Exercise: Pull out every line below that holds the word "Avenue".
Exercise inputs below:
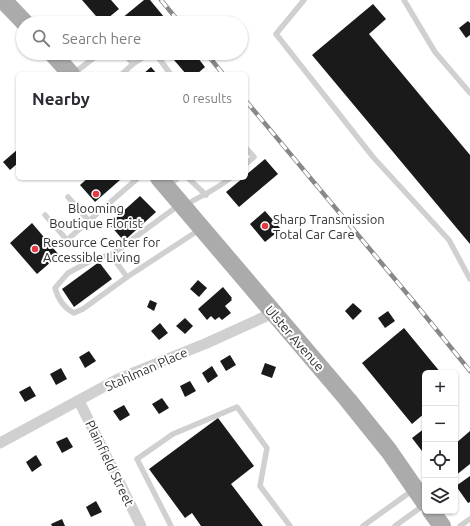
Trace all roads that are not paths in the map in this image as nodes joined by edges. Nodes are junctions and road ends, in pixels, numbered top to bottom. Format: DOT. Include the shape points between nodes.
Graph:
graph roads {
  1 [pos="3,0"];
  2 [pos="304,0"];
  3 [pos="404,0"];
  4 [pos="18,16"];
  5 [pos="59,60"];
  6 [pos="91,60"];
  7 [pos="130,60"];
  8 [pos="140,60"];
  9 [pos="161,60"];
  10 [pos="134,64"];
  11 [pos="70,72"];
  12 [pos="75,72"];
  13 [pos="124,72"];
  14 [pos="170,72"];
  15 [pos="470,94"];
  16 [pos="248,150"];
  17 [pos="248,162"];
  18 [pos="136,180"];
  19 [pos="190,180"];
  20 [pos="228,180"];
  21 [pos="168,181"];
  22 [pos="206,195"];
  23 [pos="68,196"];
  24 [pos="182,205"];
  25 [pos="45,216"];
  26 [pos="89,221"];
  27 [pos="202,228"];
  28 [pos="111,255"];
  29 [pos="127,277"];
  30 [pos="470,279"];
  31 [pos="273,313"];
  32 [pos="79,401"];
  33 [pos="0,443"];
  34 [pos="422,499"];
  35 [pos="433,514"];
  36 [pos="470,519"];
  37 [pos="137,524"];
  38 [pos="171,526"];
  39 [pos="290,526"];
  40 [pos="363,526"];
  41 [pos="395,526"];
  42 [pos="442,526"];
  43 [pos="460,526"];
  1 -- 4 [label="main road"];
  2 -- 30 [label="lane" via="276,34 373,157 449,240"];
  3 -- 15 [label="lane" via="435,52"];
  5 -- 11 [label="main road"];
  6 -- 12 [label="lane"];
  7 -- 10 [label="lane"];
  8 -- 10 [label="lane"];
  9 -- 14 [label="lane"];
  10 -- 13 [label="lane"];
  16 -- 17 [label="lane" via="254,157"];
  18 -- 26 [label="lane"];
  19 -- 22 [label="lane"];
  20 -- 22 [label="lane"];
  21 -- 24 [label="main road, Ulster Avenue"];
  22 -- 24 [label="lane"];
  23 -- 26 [label="lane"];
  24 -- 27 [label="main road, Ulster Avenue"];
  24 -- 28 [label="lane"];
  25 -- 26 [label="lane" via="67,240"];
  27 -- 29 [label="lane"];
  27 -- 31 [label="main road, Ulster Avenue"];
  28 -- 29 [label="lane"];
  28 -- 29 [label="lane" via="96,258 68,273 55,288 57,296 67,309 74,313"];
  31 -- 32 [label="street, Stahlman Place" via="207,343 134,371"];
  31 -- 34 [label="main road, Ulster Avenue" via="389,451"];
  32 -- 33 [label="street, Stahlman Place"];
  32 -- 37 [label="street, Plainfield Street"];
  34 -- 40 [label="lane"];
  34 -- 41 [label="lane"];
  35 -- 42 [label="main road"];
  36 -- 43 [label="lane"];
  38 -- 39 [label="lane" via="137,459 174,434 237,406 267,448 260,486"];
}
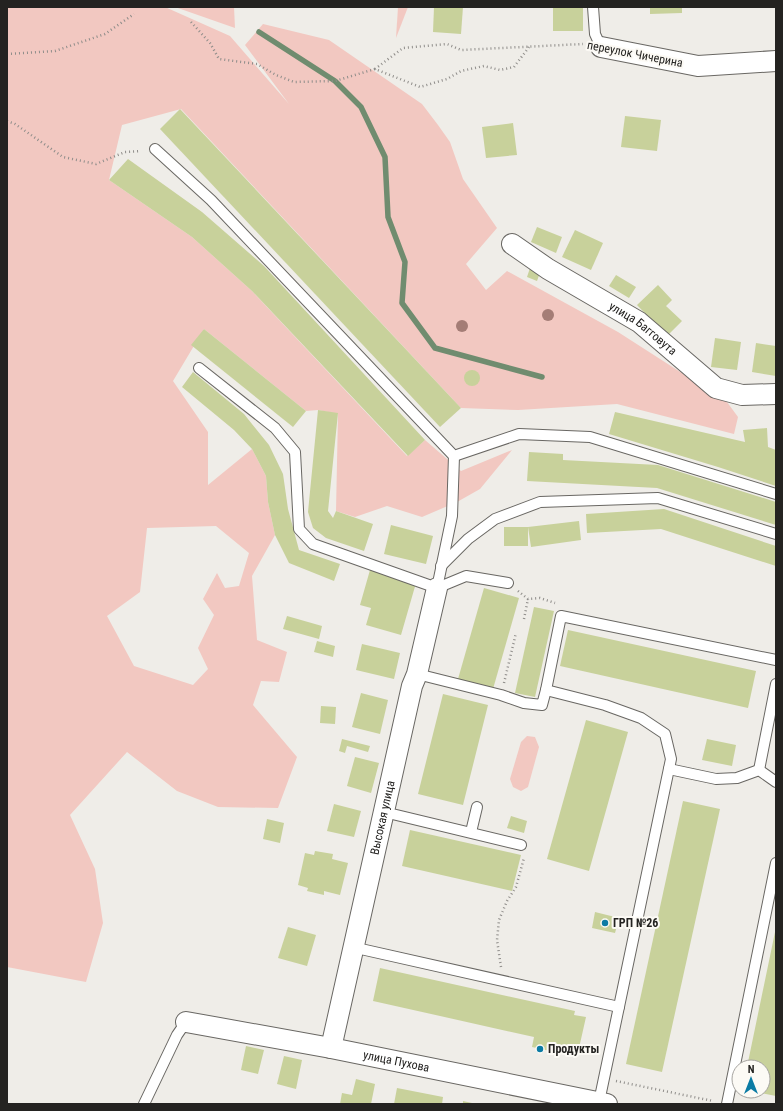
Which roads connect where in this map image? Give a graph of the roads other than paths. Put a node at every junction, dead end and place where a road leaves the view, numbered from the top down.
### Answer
1 (593, 7) edge
2 (601, 47) joint
3 (776, 61) edge
4 (155, 149) road end
5 (512, 244) dead end
6 (199, 368) dead end
7 (776, 394) edge
8 (454, 456) junction
9 (776, 494) edge
10 (776, 534) edge
11 (441, 566) junction
12 (508, 583) road end
13 (437, 588) junction
14 (776, 660) edge
15 (417, 674) junction
16 (776, 684) edge
17 (546, 690) junction
18 (669, 769) junction
19 (759, 770) junction
20 (776, 782) edge
21 (477, 808) dead end
22 (384, 812) junction
23 (471, 832) junction
24 (521, 844) road end
25 (776, 863) edge
26 (352, 947) junction
27 (619, 1007) junction
28 (186, 1022) joint
29 (330, 1048) junction
30 (603, 1103) edge
31 (723, 1103) edge
32 (144, 1104) edge

1 - 2 lane
2 - 3 street, переулок Чичерина
4 - 8 lane
5 - 7 street, улица Багговута
6 - 13 lane
8 - 9 lane
8 - 11 lane
10 - 11 lane
11 - 13 lane
12 - 13 lane
13 - 15 street, Высокая улица
14 - 17 lane
15 - 17 lane
15 - 22 street, Высокая улица
16 - 19 lane
17 - 18 lane
18 - 19 lane
18 - 27 lane
19 - 20 lane
21 - 23 lane
22 - 23 lane
22 - 26 street, Высокая улица
23 - 24 lane
25 - 31 lane
26 - 27 lane
26 - 29 street, Высокая улица
27 - 30 lane
28 - 29 street, улица Пухова
28 - 32 lane
29 - 30 street, улица Пухова

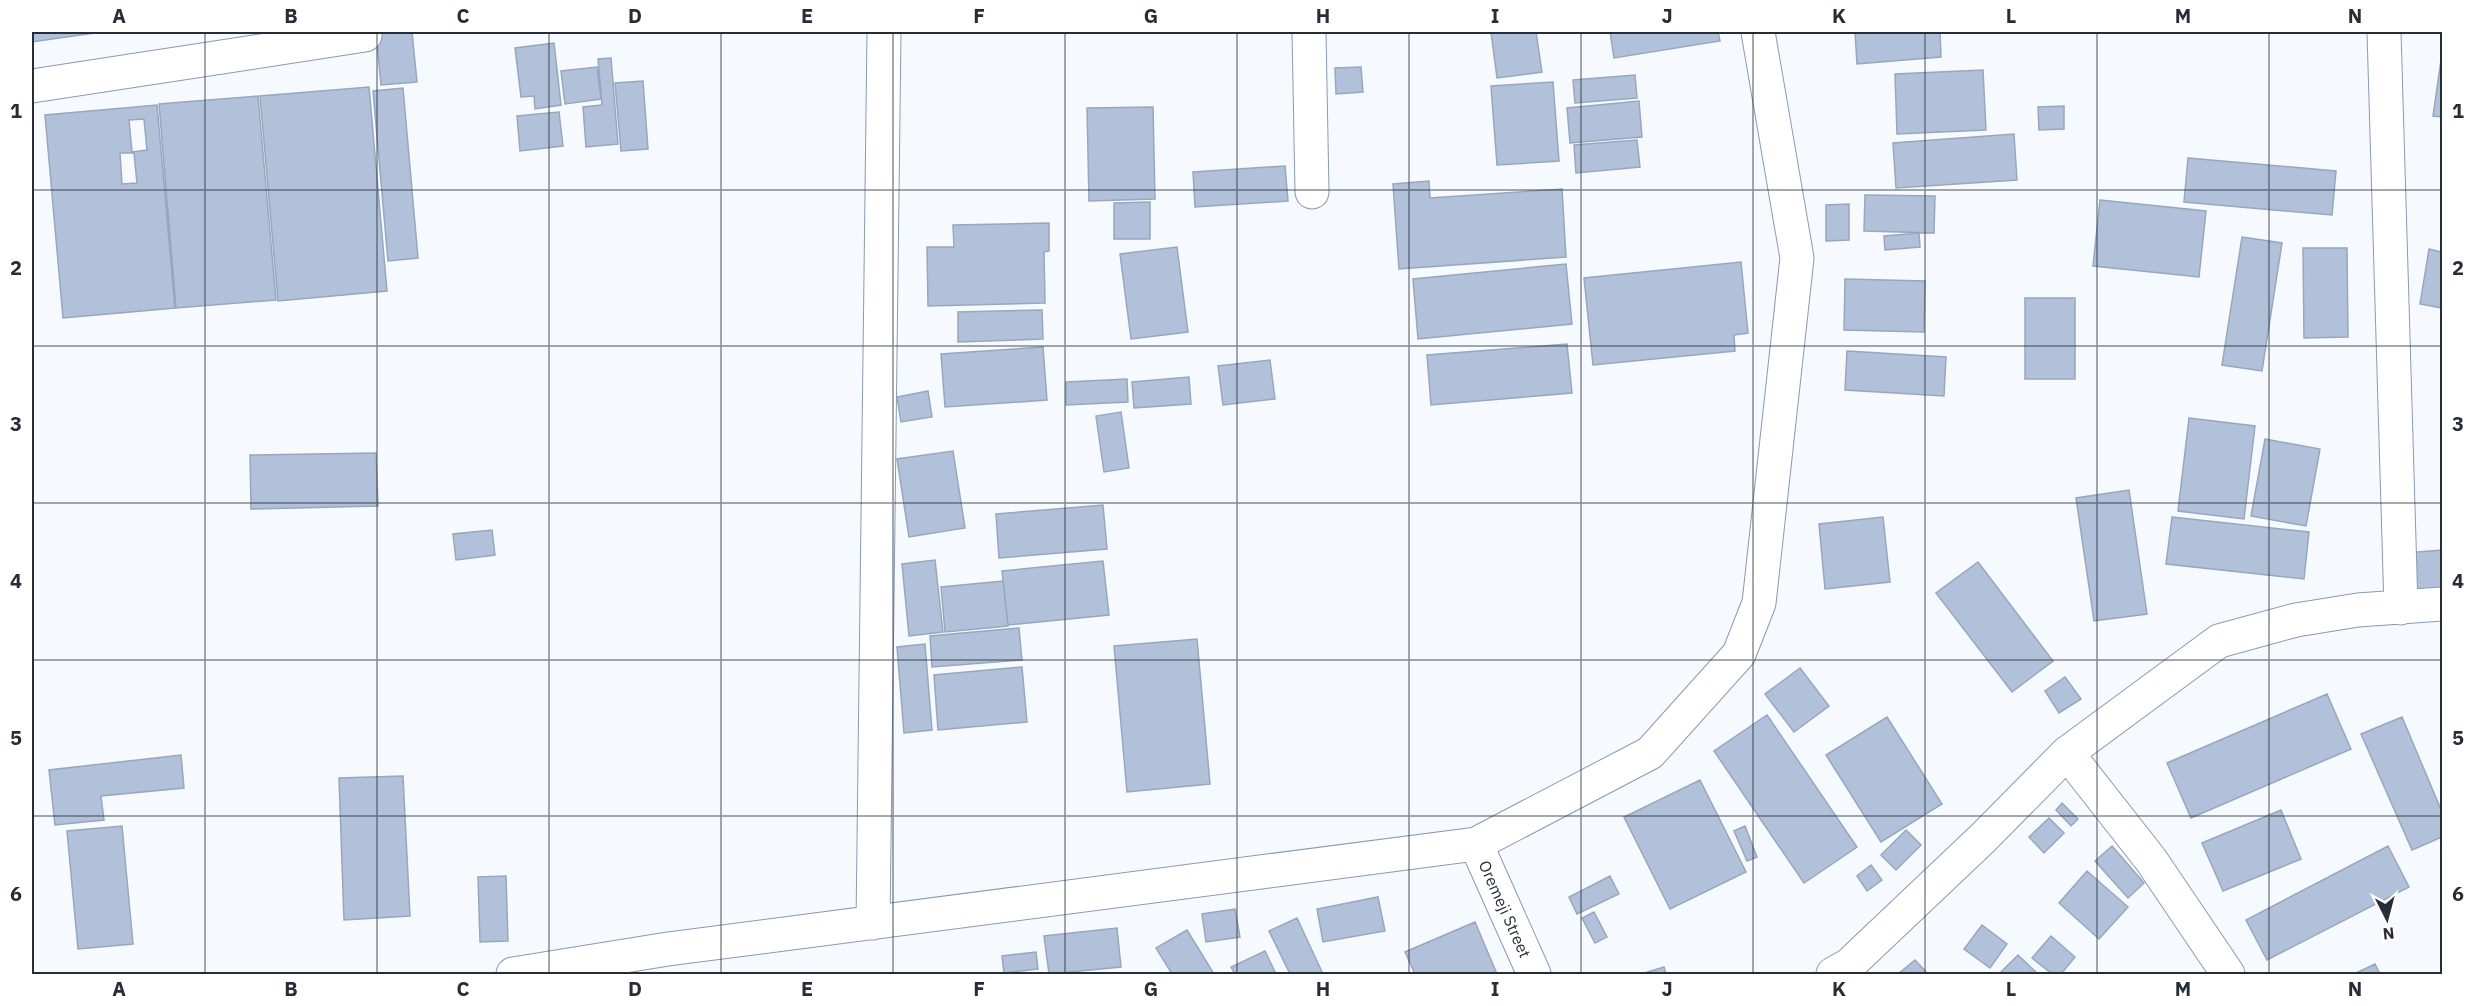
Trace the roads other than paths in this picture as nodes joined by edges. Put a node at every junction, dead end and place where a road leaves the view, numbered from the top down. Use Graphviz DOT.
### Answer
graph roads {
  1 [pos="884,32"];
  2 [pos="1309,32"];
  3 [pos="1758,32"];
  4 [pos="2384,32"];
  5 [pos="365,35"];
  6 [pos="32,86"];
  7 [pos="1312,192"];
  8 [pos="2442,604"];
  9 [pos="2401,608"];
  10 [pos="2067,753"];
  11 [pos="1476,844"];
  12 [pos="873,923"];
  13 [pos="669,962"];
  14 [pos="513,975"];
  15 [pos="1534,975"];
  16 [pos="1833,975"];
  17 [pos="2228,975"];
  1 -- 12 [label="street"];
  2 -- 7 [label="street"];
  3 -- 11 [label="street"];
  4 -- 9 [label="street"];
  5 -- 6 [label="street"];
  8 -- 9 [label="street"];
  9 -- 10 [label="street"];
  10 -- 16 [label="street"];
  10 -- 17 [label="street"];
  11 -- 12 [label="street"];
  11 -- 15 [label="street, Oremeji Street"];
  12 -- 13 [label="street"];
  13 -- 14 [label="street"];
}
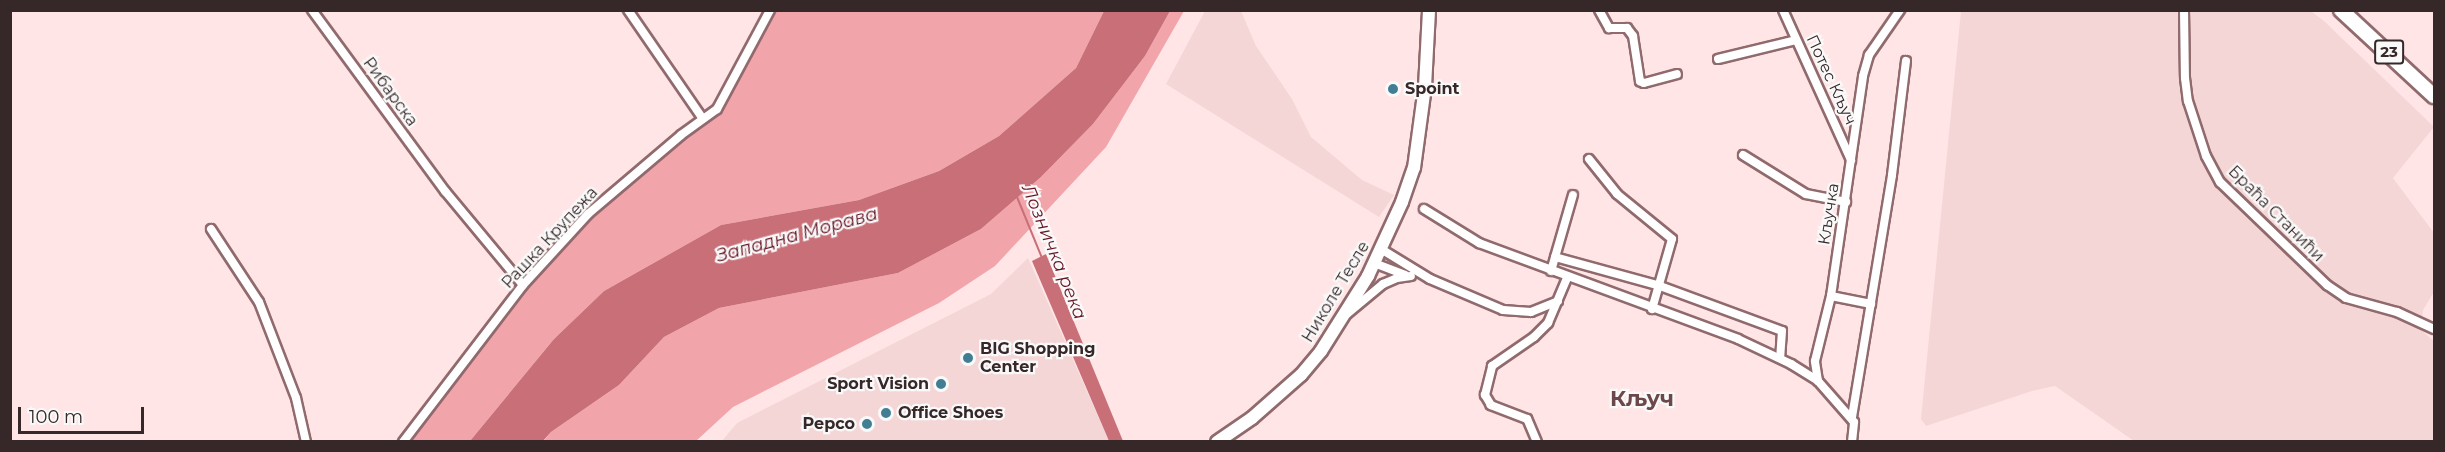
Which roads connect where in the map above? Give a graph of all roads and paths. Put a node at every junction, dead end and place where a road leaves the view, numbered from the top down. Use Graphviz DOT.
graph roads {
  1 [pos="312,10"];
  2 [pos="628,10"];
  3 [pos="770,10"];
  4 [pos="1428,10"];
  5 [pos="1599,10"];
  6 [pos="1783,10"];
  7 [pos="1900,10"];
  8 [pos="2184,10"];
  9 [pos="2341,10"];
  10 [pos="1796,40"];
  11 [pos="1718,59"];
  12 [pos="1906,61"];
  13 [pos="1677,74"];
  14 [pos="2434,96"];
  15 [pos="703,118"];
  16 [pos="1743,155"];
  17 [pos="1589,159"];
  18 [pos="1852,162"];
  19 [pos="1573,195"];
  20 [pos="1846,202"];
  21 [pos="1424,209"];
  22 [pos="211,229"];
  23 [pos="1381,249"];
  24 [pos="1555,257"];
  25 [pos="1374,263"];
  26 [pos="1551,271"];
  27 [pos="1411,276"];
  28 [pos="1567,278"];
  29 [pos="1430,279"];
  30 [pos="523,285"];
  31 [pos="1660,285"];
  32 [pos="1831,296"];
  33 [pos="1558,301"];
  34 [pos="1871,304"];
  35 [pos="1652,309"];
  36 [pos="1532,312"];
  37 [pos="1343,318"];
  38 [pos="2434,329"];
  39 [pos="1541,330"];
  40 [pos="1780,358"];
  41 [pos="1818,381"];
  42 [pos="1852,417"];
  43 [pos="306,441"];
  44 [pos="403,441"];
  45 [pos="1217,441"];
  46 [pos="1537,441"];
  47 [pos="1852,441"];
  1 -- 30 [label="street, Рибарска"];
  2 -- 15 [label="street"];
  3 -- 15 [label="street, Рашка Крупежа"];
  4 -- 23 [label="street, Николе Тесле"];
  5 -- 13 [label="street"];
  6 -- 10 [label="street, Потес Кључ"];
  7 -- 18 [label="street, Кључка"];
  8 -- 38 [label="street, Браћа Станићи"];
  9 -- 14 [label="main road, 23"];
  10 -- 11 [label="street"];
  10 -- 18 [label="street, Потес Кључ"];
  12 -- 34 [label="street"];
  15 -- 30 [label="street, Рашка Крупежа"];
  16 -- 20 [label="street"];
  17 -- 31 [label="street"];
  18 -- 20 [label="street, Кључка"];
  19 -- 24 [label="street"];
  20 -- 32 [label="street, Кључка"];
  21 -- 26 [label="street"];
  22 -- 43 [label="street"];
  23 -- 25 [label="street, Николе Тесле"];
  23 -- 29 [label="street"];
  24 -- 26 [label="street"];
  24 -- 31 [label="street"];
  25 -- 27 [label="street"];
  25 -- 37 [label="street, Николе Тесле"];
  26 -- 28 [label="street"];
  27 -- 29 [label="street"];
  27 -- 37 [label="street"];
  28 -- 33 [label="street"];
  28 -- 35 [label="street"];
  29 -- 36 [label="street"];
  30 -- 44 [label="street, Рашка Крупежа"];
  31 -- 35 [label="street"];
  31 -- 40 [label="street"];
  32 -- 34 [label="street"];
  32 -- 41 [label="street, Кључка"];
  33 -- 36 [label="street"];
  33 -- 39 [label="street"];
  34 -- 42 [label="street"];
  35 -- 40 [label="street"];
  36 -- 39 [label="street"];
  37 -- 45 [label="street, Николе Тесле"];
  39 -- 46 [label="street"];
  40 -- 41 [label="street"];
  41 -- 42 [label="street"];
  42 -- 47 [label="street"];
}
End of Exercise inputs.
Reply to the task:
  21 -- 24 [label="main road, Ulster Avenue"];
  24 -- 27 [label="main road, Ulster Avenue"];
  27 -- 31 [label="main road, Ulster Avenue"];
  31 -- 34 [label="main road, Ulster Avenue" via="389,451"];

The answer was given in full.